Directions for this task:
Could all of the entries be written out exactly, with any pictures omitted?
Records shown: Begin
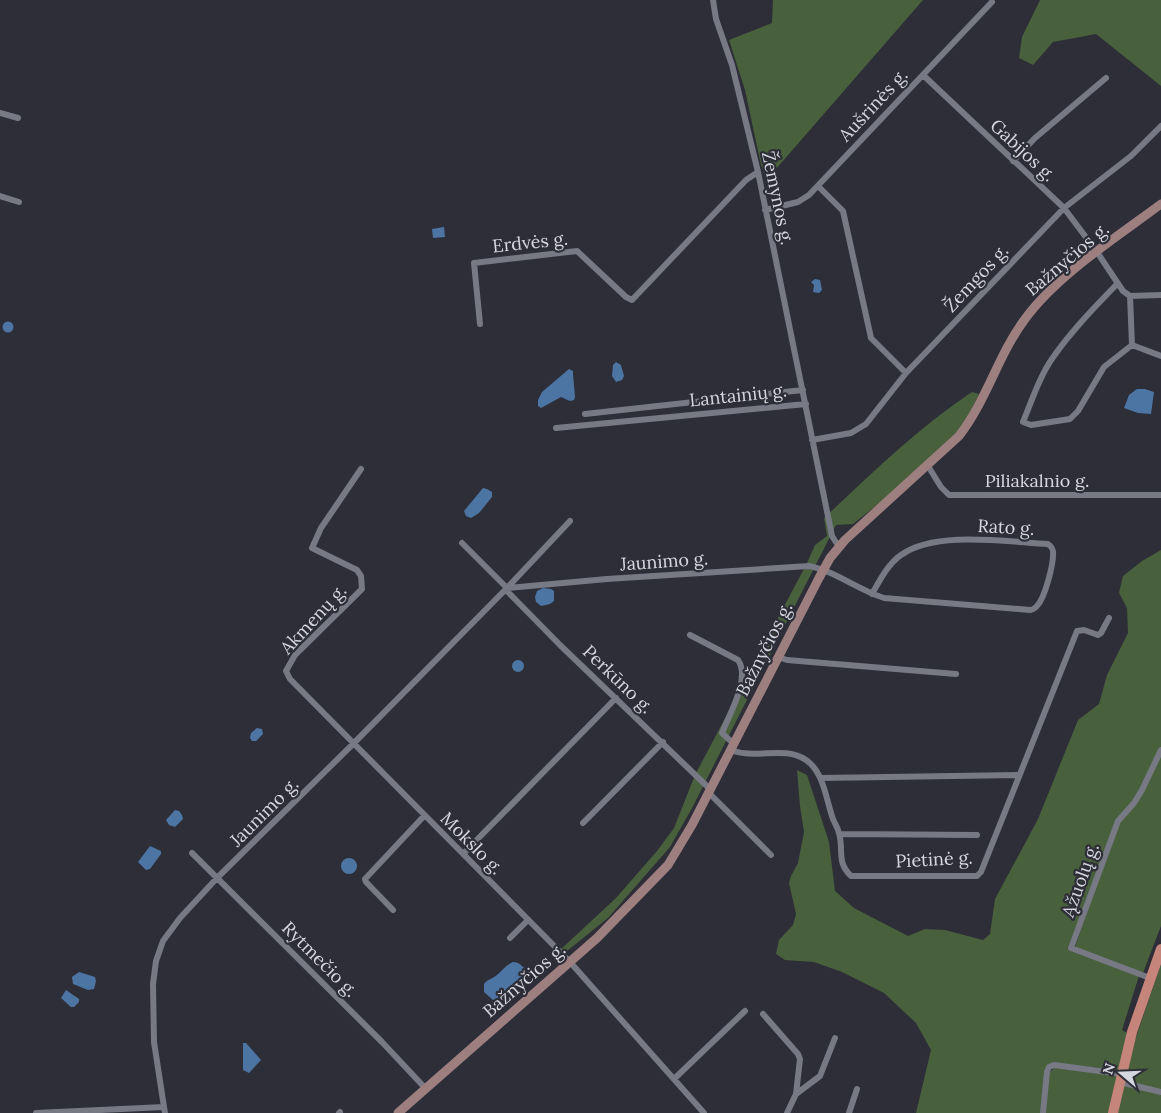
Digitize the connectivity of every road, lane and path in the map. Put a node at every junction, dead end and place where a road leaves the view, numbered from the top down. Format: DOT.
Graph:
graph roads {
  1 [pos="713,0"];
  2 [pos="992,2"];
  3 [pos="923,75"];
  4 [pos="1106,78"];
  5 [pos="0,113"];
  6 [pos="18,118"];
  7 [pos="1161,126"];
  8 [pos="1013,161"];
  9 [pos="758,172"];
  10 [pos="818,186"];
  11 [pos="0,196"];
  12 [pos="19,202"];
  13 [pos="1161,204"];
  14 [pos="1064,208"];
  15 [pos="765,210"];
  16 [pos="1097,252"];
  17 [pos="1117,284"];
  18 [pos="1130,296"];
  19 [pos="1161,296"];
  20 [pos="480,324"];
  21 [pos="1132,345"];
  22 [pos="1161,356"];
  23 [pos="906,373"];
  24 [pos="803,390"];
  25 [pos="806,404"];
  26 [pos="585,414"];
  27 [pos="556,428"];
  28 [pos="812,440"];
  29 [pos="928,466"];
  30 [pos="361,469"];
  31 [pos="1161,495"];
  32 [pos="570,521"];
  33 [pos="462,543"];
  34 [pos="839,547"];
  35 [pos="823,570"];
  36 [pos="506,589"];
  37 [pos="872,594"];
  38 [pos="1109,618"];
  39 [pos="690,635"];
  40 [pos="778,657"];
  41 [pos="956,674"];
  42 [pos="616,698"];
  43 [pos="663,742"];
  44 [pos="353,744"];
  45 [pos="733,747"];
  46 [pos="1161,750"];
  47 [pos="1019,775"];
  48 [pos="821,778"];
  49 [pos="710,791"];
  50 [pos="424,816"];
  51 [pos="583,823"];
  52 [pos="840,834"];
  53 [pos="977,835"];
  54 [pos="192,853"];
  55 [pos="463,854"];
  56 [pos="771,855"];
  57 [pos="217,878"];
  58 [pos="393,910"];
  59 [pos="528,920"];
  60 [pos="510,938"];
  61 [pos="1161,949"];
  62 [pos="570,962"];
  63 [pos="1150,978"];
  64 [pos="745,1010"];
  65 [pos="763,1014"];
  66 [pos="835,1038"];
  67 [pos="1121,1078"];
  68 [pos="674,1079"];
  69 [pos="426,1089"];
  70 [pos="858,1089"];
  71 [pos="1161,1092"];
  72 [pos="796,1094"];
  73 [pos="164,1110"];
  74 [pos="36,1113"];
  75 [pos="398,1113"];
  76 [pos="704,1113"];
  77 [pos="787,1113"];
  78 [pos="849,1113"];
  79 [pos="1043,1113"];
  80 [pos="1113,1113"];
  1 -- 9 [label="street, Žemynos g."];
  2 -- 3 [label="street, Aušrinės g."];
  3 -- 8 [label="street, Gabijos g."];
  3 -- 10 [label="street, Aušrinės g."];
  4 -- 8 [label="street"];
  5 -- 6 [label="street"];
  7 -- 14 [label="street, Žemgos g."];
  8 -- 14 [label="street, Gabijos g."];
  9 -- 15 [label="street, Žemynos g."];
  9 -- 20 [label="street, Erdvės g."];
  10 -- 15 [label="street, Aušrinės g."];
  10 -- 23 [label="street"];
  11 -- 12 [label="street"];
  13 -- 16 [label="main road, Bažnyčios g."];
  14 -- 16 [label="street, Gabijos g."];
  14 -- 23 [label="street, Žemgos g."];
  15 -- 24 [label="street, Žemynos g."];
  16 -- 17 [label="street, Gabijos g."];
  16 -- 29 [label="main road, Bažnyčios g."];
  17 -- 18 [label="street, Gabijos g."];
  17 -- 21 [label="street"];
  18 -- 19 [label="street"];
  18 -- 21 [label="street"];
  21 -- 22 [label="street"];
  23 -- 28 [label="street, Žemgos g."];
  24 -- 25 [label="street, Žemynos g."];
  24 -- 26 [label="street"];
  25 -- 27 [label="street, Lantainių g."];
  25 -- 28 [label="street, Lantainių g."];
  28 -- 34 [label="street, Lantainių g."];
  29 -- 31 [label="street, Piliakalnio g."];
  29 -- 34 [label="main road, Bažnyčios g."];
  30 -- 44 [label="street, Akmenų g."];
  32 -- 36 [label="street, Jaunimo g."];
  33 -- 36 [label="street, Perkūno g."];
  34 -- 35 [label="main road, Bažnyčios g."];
  35 -- 36 [label="street, Jaunimo g."];
  35 -- 37 [label="street, Rato g."];
  35 -- 40 [label="main road, Bažnyčios g."];
  36 -- 42 [label="street, Perkūno g."];
  36 -- 44 [label="street, Jaunimo g."];
  37 -- 37 [label="street, Rato g."];
  38 -- 47 [label="street, Pietinė g."];
  39 -- 45 [label="street"];
  40 -- 41 [label="street"];
  40 -- 45 [label="main road, Bažnyčios g."];
  42 -- 43 [label="street, Perkūno g."];
  42 -- 55 [label="street"];
  43 -- 49 [label="street, Perkūno g."];
  43 -- 51 [label="street"];
  44 -- 50 [label="street, Mokslo g."];
  44 -- 57 [label="street, Jaunimo g."];
  45 -- 48 [label="street, Pietinė g."];
  45 -- 49 [label="main road, Bažnyčios g."];
  46 -- 63 [label="street, Ąžuolų g."];
  47 -- 48 [label="street"];
  47 -- 52 [label="street, Pietinė g."];
  48 -- 52 [label="street, Pietinė g."];
  49 -- 56 [label="street, Perkūno g."];
  49 -- 62 [label="main road, Bažnyčios g."];
  50 -- 55 [label="street, Mokslo g."];
  50 -- 58 [label="street"];
  52 -- 53 [label="street"];
  54 -- 57 [label="street, Rytmečio g."];
  55 -- 59 [label="street, Mokslo g."];
  57 -- 69 [label="street, Rytmečio g."];
  57 -- 73 [label="street, Jaunimo g."];
  59 -- 60 [label="street"];
  59 -- 62 [label="street, Mokslo g."];
  61 -- 63 [label="main road"];
  62 -- 68 [label="street, Mokslo g."];
  62 -- 69 [label="main road, Bažnyčios g."];
  63 -- 67 [label="main road"];
  64 -- 68 [label="street"];
  65 -- 72 [label="street"];
  66 -- 72 [label="street"];
  67 -- 71 [label="street"];
  67 -- 79 [label="street"];
  67 -- 80 [label="main road"];
  68 -- 76 [label="street, Mokslo g."];
  69 -- 75 [label="main road, Bažnyčios g."];
  70 -- 78 [label="street"];
  72 -- 77 [label="street"];
  73 -- 74 [label="street"];
}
Records shown: End
Output of the task:
Digitize the connectivity of every road, lane and path in the map. Put a node at every junction, dead end and place where a road leaves the view, numbered from the top down. Format: DOT.
Graph:
graph roads {
  1 [pos="713,0"];
  2 [pos="992,2"];
  3 [pos="923,75"];
  4 [pos="1106,78"];
  5 [pos="0,113"];
  6 [pos="18,118"];
  7 [pos="1161,126"];
  8 [pos="1013,161"];
  9 [pos="758,172"];
  10 [pos="818,186"];
  11 [pos="0,196"];
  12 [pos="19,202"];
  13 [pos="1161,204"];
  14 [pos="1064,208"];
  15 [pos="765,210"];
  16 [pos="1097,252"];
  17 [pos="1117,284"];
  18 [pos="1130,296"];
  19 [pos="1161,296"];
  20 [pos="480,324"];
  21 [pos="1132,345"];
  22 [pos="1161,356"];
  23 [pos="906,373"];
  24 [pos="803,390"];
  25 [pos="806,404"];
  26 [pos="585,414"];
  27 [pos="556,428"];
  28 [pos="812,440"];
  29 [pos="928,466"];
  30 [pos="361,469"];
  31 [pos="1161,495"];
  32 [pos="570,521"];
  33 [pos="462,543"];
  34 [pos="839,547"];
  35 [pos="823,570"];
  36 [pos="506,589"];
  37 [pos="872,594"];
  38 [pos="1109,618"];
  39 [pos="690,635"];
  40 [pos="778,657"];
  41 [pos="956,674"];
  42 [pos="616,698"];
  43 [pos="663,742"];
  44 [pos="353,744"];
  45 [pos="733,747"];
  46 [pos="1161,750"];
  47 [pos="1019,775"];
  48 [pos="821,778"];
  49 [pos="710,791"];
  50 [pos="424,816"];
  51 [pos="583,823"];
  52 [pos="840,834"];
  53 [pos="977,835"];
  54 [pos="192,853"];
  55 [pos="463,854"];
  56 [pos="771,855"];
  57 [pos="217,878"];
  58 [pos="393,910"];
  59 [pos="528,920"];
  60 [pos="510,938"];
  61 [pos="1161,949"];
  62 [pos="570,962"];
  63 [pos="1150,978"];
  64 [pos="745,1010"];
  65 [pos="763,1014"];
  66 [pos="835,1038"];
  67 [pos="1121,1078"];
  68 [pos="674,1079"];
  69 [pos="426,1089"];
  70 [pos="858,1089"];
  71 [pos="1161,1092"];
  72 [pos="796,1094"];
  73 [pos="164,1110"];
  74 [pos="36,1113"];
  75 [pos="398,1113"];
  76 [pos="704,1113"];
  77 [pos="787,1113"];
  78 [pos="849,1113"];
  79 [pos="1043,1113"];
  80 [pos="1113,1113"];
  1 -- 9 [label="street, Žemynos g."];
  2 -- 3 [label="street, Aušrinės g."];
  3 -- 8 [label="street, Gabijos g."];
  3 -- 10 [label="street, Aušrinės g."];
  4 -- 8 [label="street"];
  5 -- 6 [label="street"];
  7 -- 14 [label="street, Žemgos g."];
  8 -- 14 [label="street, Gabijos g."];
  9 -- 15 [label="street, Žemynos g."];
  9 -- 20 [label="street, Erdvės g."];
  10 -- 15 [label="street, Aušrinės g."];
  10 -- 23 [label="street"];
  11 -- 12 [label="street"];
  13 -- 16 [label="main road, Bažnyčios g."];
  14 -- 16 [label="street, Gabijos g."];
  14 -- 23 [label="street, Žemgos g."];
  15 -- 24 [label="street, Žemynos g."];
  16 -- 17 [label="street, Gabijos g."];
  16 -- 29 [label="main road, Bažnyčios g."];
  17 -- 18 [label="street, Gabijos g."];
  17 -- 21 [label="street"];
  18 -- 19 [label="street"];
  18 -- 21 [label="street"];
  21 -- 22 [label="street"];
  23 -- 28 [label="street, Žemgos g."];
  24 -- 25 [label="street, Žemynos g."];
  24 -- 26 [label="street"];
  25 -- 27 [label="street, Lantainių g."];
  25 -- 28 [label="street, Lantainių g."];
  28 -- 34 [label="street, Lantainių g."];
  29 -- 31 [label="street, Piliakalnio g."];
  29 -- 34 [label="main road, Bažnyčios g."];
  30 -- 44 [label="street, Akmenų g."];
  32 -- 36 [label="street, Jaunimo g."];
  33 -- 36 [label="street, Perkūno g."];
  34 -- 35 [label="main road, Bažnyčios g."];
  35 -- 36 [label="street, Jaunimo g."];
  35 -- 37 [label="street, Rato g."];
  35 -- 40 [label="main road, Bažnyčios g."];
  36 -- 42 [label="street, Perkūno g."];
  36 -- 44 [label="street, Jaunimo g."];
  37 -- 37 [label="street, Rato g."];
  38 -- 47 [label="street, Pietinė g."];
  39 -- 45 [label="street"];
  40 -- 41 [label="street"];
  40 -- 45 [label="main road, Bažnyčios g."];
  42 -- 43 [label="street, Perkūno g."];
  42 -- 55 [label="street"];
  43 -- 49 [label="street, Perkūno g."];
  43 -- 51 [label="street"];
  44 -- 50 [label="street, Mokslo g."];
  44 -- 57 [label="street, Jaunimo g."];
  45 -- 48 [label="street, Pietinė g."];
  45 -- 49 [label="main road, Bažnyčios g."];
  46 -- 63 [label="street, Ąžuolų g."];
  47 -- 48 [label="street"];
  47 -- 52 [label="street, Pietinė g."];
  48 -- 52 [label="street, Pietinė g."];
  49 -- 56 [label="street, Perkūno g."];
  49 -- 62 [label="main road, Bažnyčios g."];
  50 -- 55 [label="street, Mokslo g."];
  50 -- 58 [label="street"];
  52 -- 53 [label="street"];
  54 -- 57 [label="street, Rytmečio g."];
  55 -- 59 [label="street, Mokslo g."];
  57 -- 69 [label="street, Rytmečio g."];
  57 -- 73 [label="street, Jaunimo g."];
  59 -- 60 [label="street"];
  59 -- 62 [label="street, Mokslo g."];
  61 -- 63 [label="main road"];
  62 -- 68 [label="street, Mokslo g."];
  62 -- 69 [label="main road, Bažnyčios g."];
  63 -- 67 [label="main road"];
  64 -- 68 [label="street"];
  65 -- 72 [label="street"];
  66 -- 72 [label="street"];
  67 -- 71 [label="street"];
  67 -- 79 [label="street"];
  67 -- 80 [label="main road"];
  68 -- 76 [label="street, Mokslo g."];
  69 -- 75 [label="main road, Bažnyčios g."];
  70 -- 78 [label="street"];
  72 -- 77 [label="street"];
  73 -- 74 [label="street"];
}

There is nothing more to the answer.